I suppose you're trying to connect your mobile in an ad-hoc mode. I'm tried to do the same thing some days ago with my HTC Magic. It worked the first time I rebooted the Android system but then I didn't work.

I found a good solution upgrading the ROM. The new CyanogenMod ROMs are able to connect to ad-hoc wireless networks by default so maybe you can try searching an alternative ROM for your mobile: http://forum.xda-developers.com/forumdisplay.php?f=512

----------

## chithanh

For HTC Hero, you need to enable the proper USB networking driver and connect with the supplied USB cable. Then enable Internet Sharing in the wireless settings. You will get a "usb0" network device which can be handled by Gentoo net scripts (or wicd or NetworkManager or ...).

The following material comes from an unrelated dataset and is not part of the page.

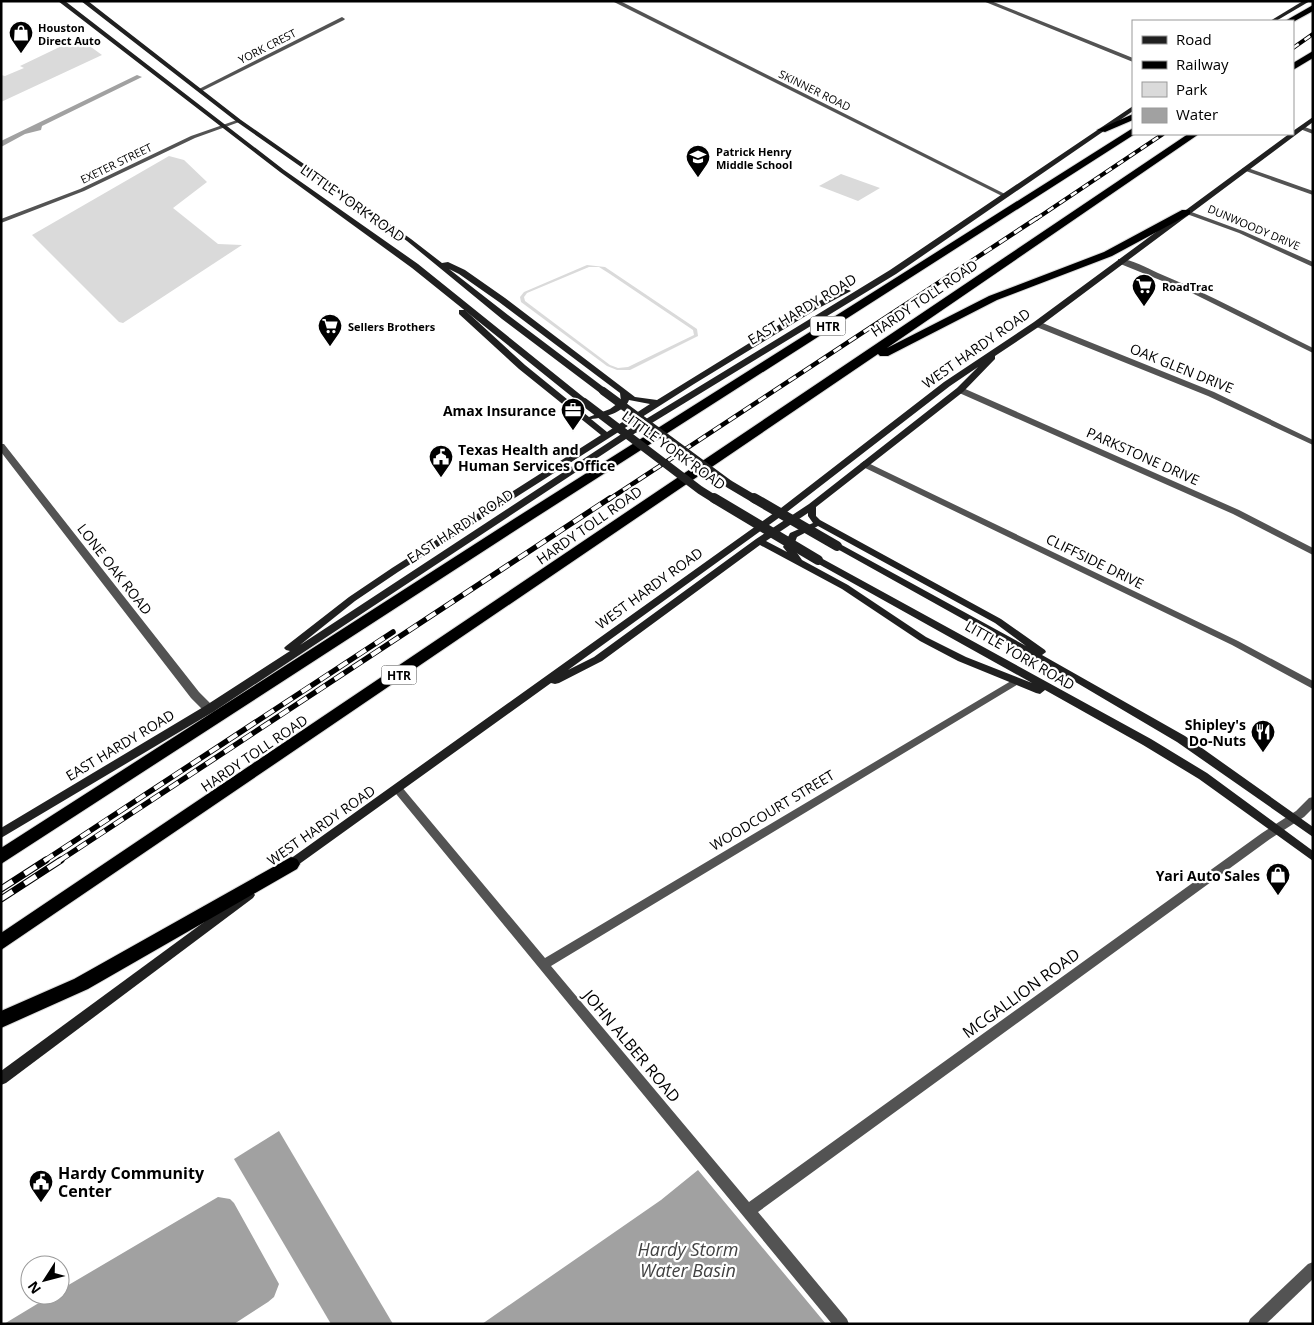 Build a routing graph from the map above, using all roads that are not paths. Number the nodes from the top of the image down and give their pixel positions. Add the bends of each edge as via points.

AFAIK, other methods of tethering require gaining root access to the device.

----------

## Sedrik

I have root access to the phone (currently running VillainRom 5.4) and as stated before I can connect through windows so the phones tethering works, I think it is just a matter of configuration to get it working in linux but I have been unable to do it correctly  :Sad: 

----------

## keet

The information at http://forum.xda-developers.com/archive/index.php/t-579930.html helped me get an Internet connection using a Nexus One connected to my laptop with U.S.B.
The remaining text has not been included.